Kelihatan cocok untukku?”
“Eh,
uhmm...”
Wajar
saja dirinya terkejut. Karena baru beberapa saat
yang lalu, ia melihatku memakai
baju rumah, tapi sekarang aku tiba-tiba muncul dengan baju maid.
“Jadi,
bagaimana pendapatmu?”
“...Yah,
kurasa oke-oke saja.”
Suzufumi
menggaruk pipinya, lalu mengalihkan pandangan.
Uhaa,
ia benar-benar kelihatan sangat gugup
itu!
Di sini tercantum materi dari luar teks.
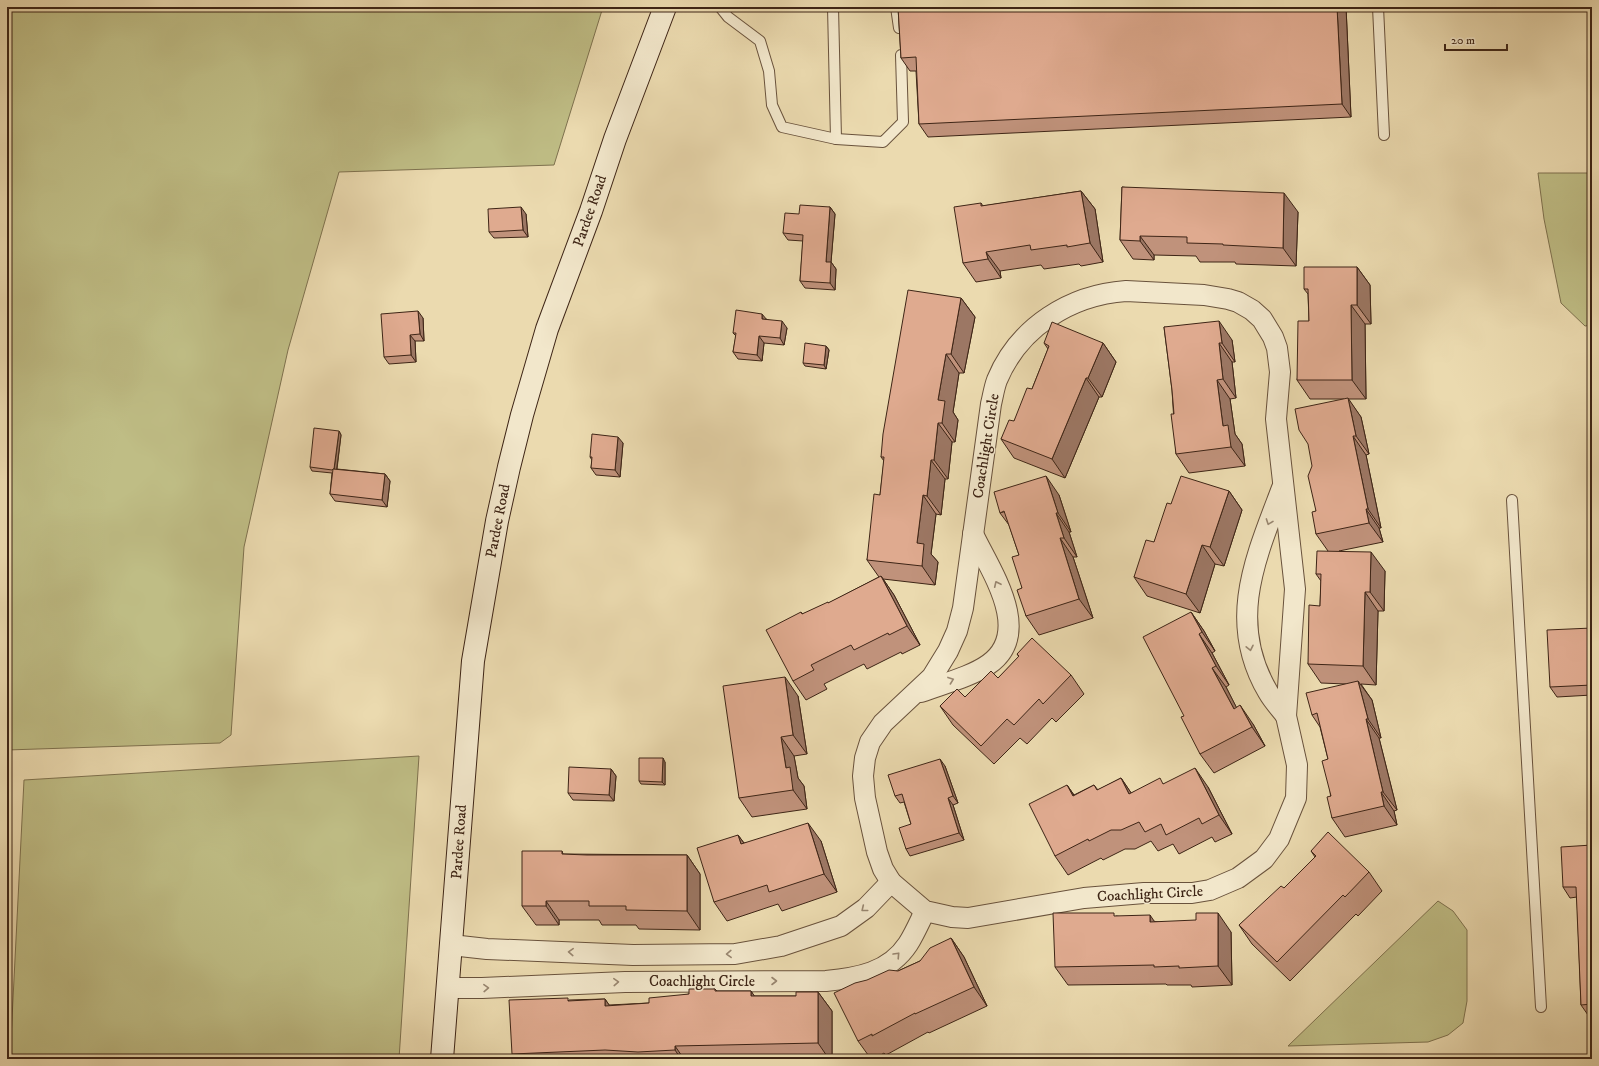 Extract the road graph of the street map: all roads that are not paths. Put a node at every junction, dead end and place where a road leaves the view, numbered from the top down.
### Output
1 (664, 7) edge
2 (720, 7) edge
3 (833, 7) edge
4 (896, 7) edge
5 (1378, 7) edge
6 (898, 28) edge
7 (901, 55) edge
8 (1384, 134) dead end
9 (836, 139) junction
10 (1283, 486) junction
11 (1512, 500) dead end
12 (973, 534) junction
13 (915, 694) junction
14 (1286, 716) junction
15 (891, 882) junction
16 (925, 910) junction
17 (451, 945) junction
18 (447, 988) junction
19 (1541, 1008) dead end
20 (442, 1059) edge

1 - 17 main road, Pardee Road
2 - 9 lane
3 - 9 lane
4 - 6 lane
5 - 8 lane
7 - 9 lane
10 - 12 street, Coachlight Circle
10 - 14 street, Coachlight Circle
10 -> 14 street, Coachlight Circle
11 - 19 lane
12 - 13 street, Coachlight Circle
13 -> 12 street, Coachlight Circle
13 - 15 street, Coachlight Circle
14 - 16 street, Coachlight Circle
15 - 16 street, Coachlight Circle
15 -> 17 street, Coachlight Circle
18 -> 16 street, Coachlight Circle
17 - 18 main road, Pardee Road
18 - 20 main road, Pardee Road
Ini dia! Ini nih reaksi yang ingin
kulihat!
Melihat
Suzufumi yang malu-malu, rasa percaya
diriku jadi membumbung tinggi.
Tubuhku yang tadinya terasa
lelah, kini dipenuhi dengan semangat.
Pakaian
yang kukenakan ini bukan kostum maid klasik, tapi bergaya gothic lolita
kekinian. Bagian dadaku agak
terbuka, jadi itu membuatku sedikit merasa dingin.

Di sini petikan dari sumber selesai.